§ PROBLEM TO WORK ON
Would you write out each line of the material below exactly, skipping every picture?

§ DATA SHOWN
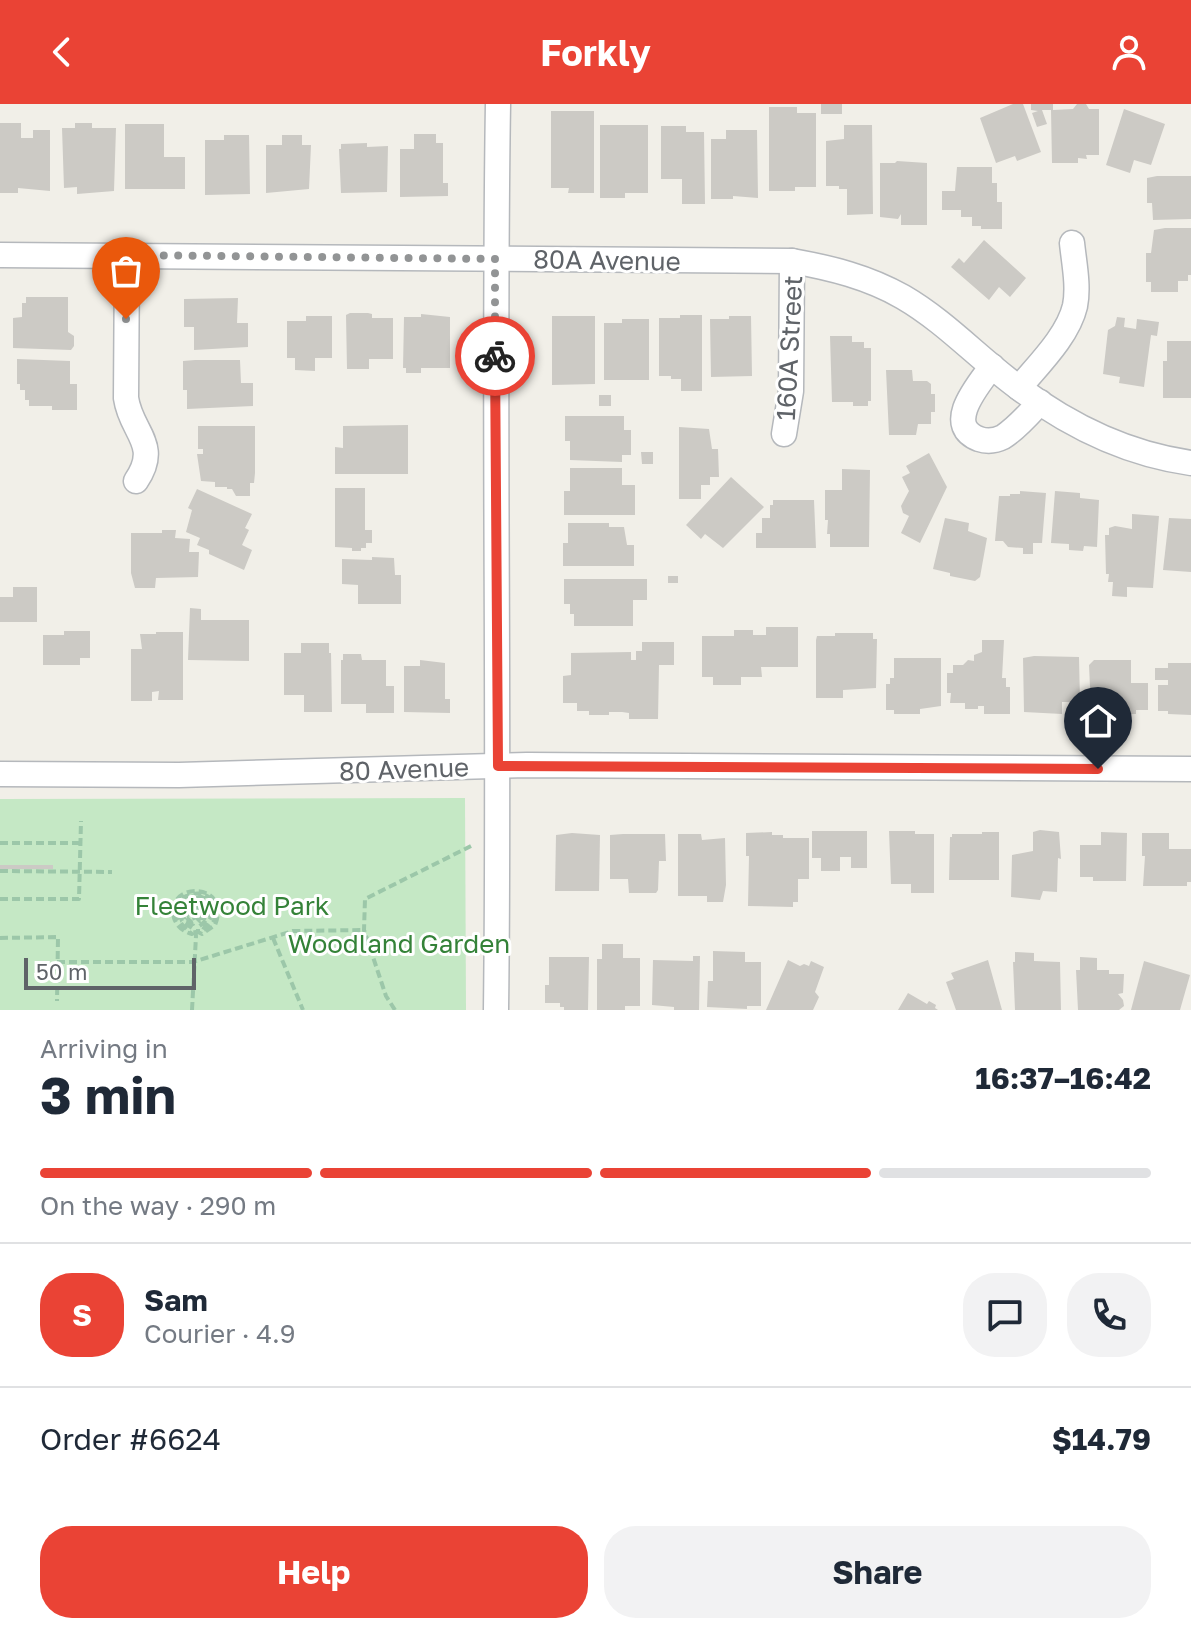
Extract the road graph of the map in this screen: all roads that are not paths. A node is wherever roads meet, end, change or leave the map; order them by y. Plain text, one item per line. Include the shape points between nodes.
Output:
1 (498, 104) edge
2 (1072, 243) dead end
3 (0, 255) edge
4 (127, 255) junction
5 (495, 259) junction
6 (792, 261) junction
7 (992, 366) junction
8 (1019, 388) junction
9 (1040, 402) junction
10 (784, 434) dead end
11 (1191, 463) edge
12 (136, 481) dead end
13 (498, 766) junction
14 (1191, 769) edge
15 (0, 774) edge
16 (496, 1010) edge

1 - 5 street
2 - 8 street via 1072,315
3 - 4 street, 80A Avenue
4 - 5 street, 80A Avenue
4 - 12 street via 126,398 146,449 146,466
5 - 6 street, 80A Avenue
5 - 13 street
6 - 7 street, 80A Avenue via 837,270 905,298
6 - 10 street, 160A Street via 791,391
7 - 8 street, 80A Avenue
7 - 9 street via 963,411 965,426 975,437 1002,438
8 - 9 street, 80A Avenue
9 - 11 street, 80A Avenue via 1117,445
13 - 14 street, 80 Avenue
13 - 15 street, 80 Avenue
13 - 16 street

§ EXERCISE ANSWER
Extract the road graph of the map in this screen: all roads that are not paths. A node is wherever roads meet, end, change or leave the map; order them by y. Plain text, one item per line. Include the shape points between nodes.
Output:
1 (498, 104) edge
2 (1072, 243) dead end
3 (0, 255) edge
4 (127, 255) junction
5 (495, 259) junction
6 (792, 261) junction
7 (992, 366) junction
8 (1019, 388) junction
9 (1040, 402) junction
10 (784, 434) dead end
11 (1191, 463) edge
12 (136, 481) dead end
13 (498, 766) junction
14 (1191, 769) edge
15 (0, 774) edge
16 (496, 1010) edge

1 - 5 street
2 - 8 street via 1072,315
3 - 4 street, 80A Avenue
4 - 5 street, 80A Avenue
4 - 12 street via 126,398 146,449 146,466
5 - 6 street, 80A Avenue
5 - 13 street
6 - 7 street, 80A Avenue via 837,270 905,298
6 - 10 street, 160A Street via 791,391
7 - 8 street, 80A Avenue
7 - 9 street via 963,411 965,426 975,437 1002,438
8 - 9 street, 80A Avenue
9 - 11 street, 80A Avenue via 1117,445
13 - 14 street, 80 Avenue
13 - 15 street, 80 Avenue
13 - 16 street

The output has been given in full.